Repairer: VectorGlow
Forum Thread: Shadow Dancer PCB Repair

Symptom: Many letters displaying the wrong letter and some background graphics corrupted
Diagnosis: The test mode didn’t have a very comprehensive RAM test so swapped in the ROM board, protected 68000 and IC4 from Moonwalker and ran that. The Memory Test indicated that RAMs at IC33, 34, 35 and 36 were faulty, but in fact the LS374 at IC37 had bad outputs

Layout of RAM IC tests for Moonwalker running on this board:

IC5 IC6
IC16 IC17
IC33 IC34
IC35 IC36
IC41 IC42
IC69 IC70

Written down the above as with the wrong letters being used in some cases it was hard to make out what was being displayed, so also ran the test on Moonwalker itself to determine the layout.

Board 2


Repairer: Womble
Forum Thread: Shadow Dancer PCB Repair

Had Jadflat's Shadow Dancer board on the operating table this arvo. It would boot and run but all the sprites were missing...
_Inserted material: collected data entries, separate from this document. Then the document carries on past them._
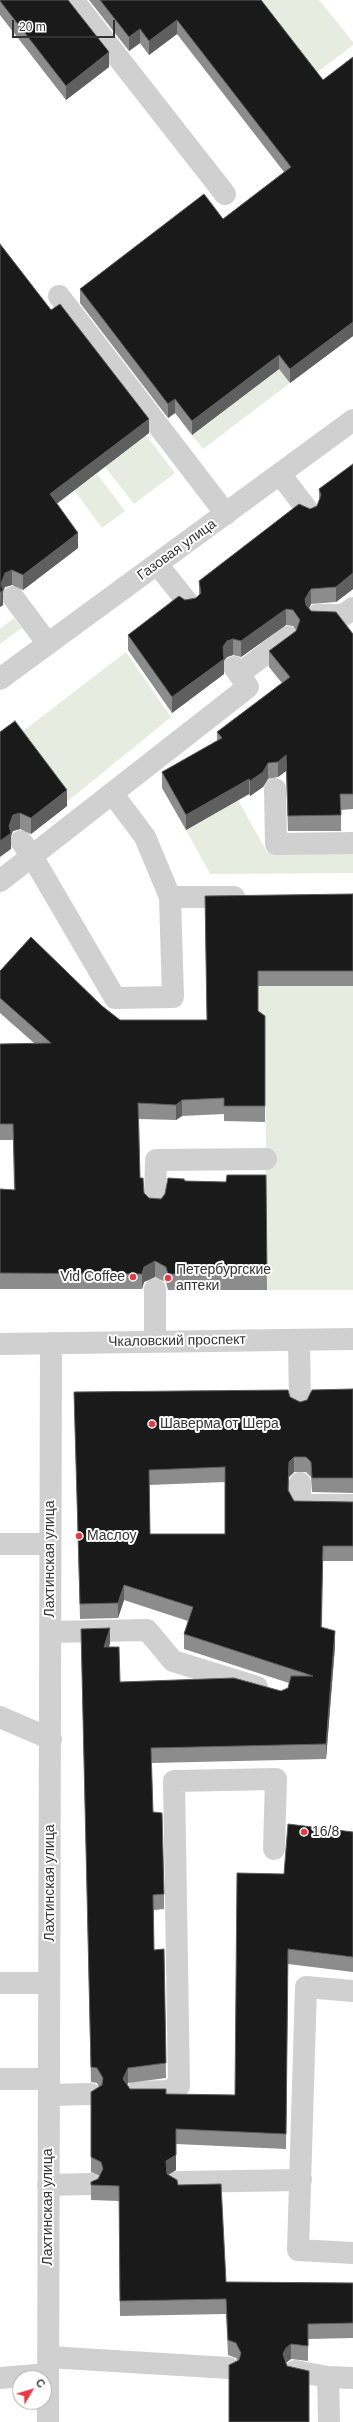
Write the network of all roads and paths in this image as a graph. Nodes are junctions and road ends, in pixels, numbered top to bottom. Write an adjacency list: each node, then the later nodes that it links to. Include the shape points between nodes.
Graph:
1 (73, 0): 2 (street)
2 (225, 194)
3 (59, 296): 7 (street)
4 (353, 420): 5 (street, Газовая улица)
5 (280, 474): 6 (street); 7 (street, Газовая улица)
6 (309, 512)
7 (226, 514): 8 (street, Газовая улица)
8 (158, 564): 10 (street); 14 (street, Газовая улица)
9 (13, 597): 14 (street)
10 (189, 604)
11 (353, 608): 12 (street, via 344,615)
12 (317, 615)
13 (288, 637): 17 (street, via 236,670 248,687)
14 (48, 644): 15 (street, Газовая улица)
15 (0, 679)
16 (275, 788): 18 (street, via 276,844)
17 (112, 793): 19 (street); 22 (street, via 146,837)
18 (353, 843)
19 (26, 848): 20 (street); 22 (street, via 116,998 173,997)
20 (0, 881)
21 (258, 897): 22 (street)
22 (170, 898)
23 (266, 1159): 24 (street, via 156,1160)
24 (155, 1203)
25 (155, 1289): 28 (street)
26 (353, 1339): 27 (street, Чкаловский проспект)
27 (299, 1340): 28 (street, Чкаловский проспект); 31 (street)
28 (155, 1342): 29 (street, Чкаловский проспект)
29 (51, 1343): 30 (street, Чкаловский проспект); 35 (street, Лахтинская улица)
30 (0, 1344)
31 (300, 1405)
32 (300, 1483): 33 (street, via 300,1505)
33 (353, 1505)
34 (0, 1544): 35 (street)
35 (50, 1544): 36 (street, Лахтинская улица)
36 (50, 1632): 37 (street, via 147,1630 172,1661); 39 (street, Лахтинская улица)
37 (279, 1694)
38 (0, 1717): 39 (street)
39 (51, 1739): 42 (street, Лахтинская улица)
40 (274, 1849): 46 (street, via 276,1779 174,1781 179,2086 166,2091)
41 (0, 1983): 42 (street)
42 (49, 1983): 45 (street, Лахтинская улица)
43 (353, 1991): 48 (street, via 306,1986)
44 (0, 2079): 45 (street)
45 (49, 2087): 47 (street); 51 (street, Лахтинская улица)
46 (135, 2092)
47 (91, 2094)
48 (300, 2180): 49 (street); 52 (street, via 298,2250)
49 (177, 2182)
50 (91, 2184): 51 (street)
51 (48, 2185): 53 (street, Лахтинская улица)
52 (353, 2253)
53 (48, 2365): 54 (street); 57 (street); 59 (street, Лахтинская улица)
54 (229, 2368)
55 (295, 2372): 56 (street)
56 (328, 2377): 58 (street); 60 (street)
57 (0, 2378)
58 (353, 2378)
59 (48, 2422)
60 (329, 2422)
Pcb repair shadow dancer 1.jpg

...on closer inspection the title screen was missing the game name

Pcb repair shadow dancer 2.jpg

...there was a complete lack of Ninja Dog...

Pcb repair shadow dancer 3.jpg

..and there were elements of the high score screen that were missing.

Pcb repair shadow dancer 4.jpg

Basically all the foreground elements were missing, on a few screens there was some flicking messy areas that was probably the remnants of the foreground.

Jadflat had also noticed the remains of a capacitor labelled C3 on the board...

Pcb repair shadow dancer 5.jpg

...this should be a 104K polyester cap so I desoldered the stumps and fitted one from a scrap board. It's probably a smoothing cap, so without it the board would be more susceptible to power supply ripple.

The first thing to do with a board that has some brains of its own is to go into service mode and run the RAM/ROM tests, this gave the board the all clear but it did so extremely quickly, far too quickly for any of the tests to have been anything remotely conclusive. It also didn't test all the RAMs on this board, or if it did it reported them under board locations for a different board configuration.

Pcb repair shadow dancer 6.jpg

Shadow Dancers is on a System 18 board and I have a single System 18 board in my collection - Moonwalker, which happens to have a very good RAM/ROM test built in, i.e. it takes ages to test a chip before pronouncing a pass or a fail. So I swapped in the Moonwalker ROM board, the protection chip and fired it up. It had a very similar set of faults, the moonwalking feet were half missing, and in the game the sprites were mostly missing, but some were present but badly corrupted, basically same fault, different game.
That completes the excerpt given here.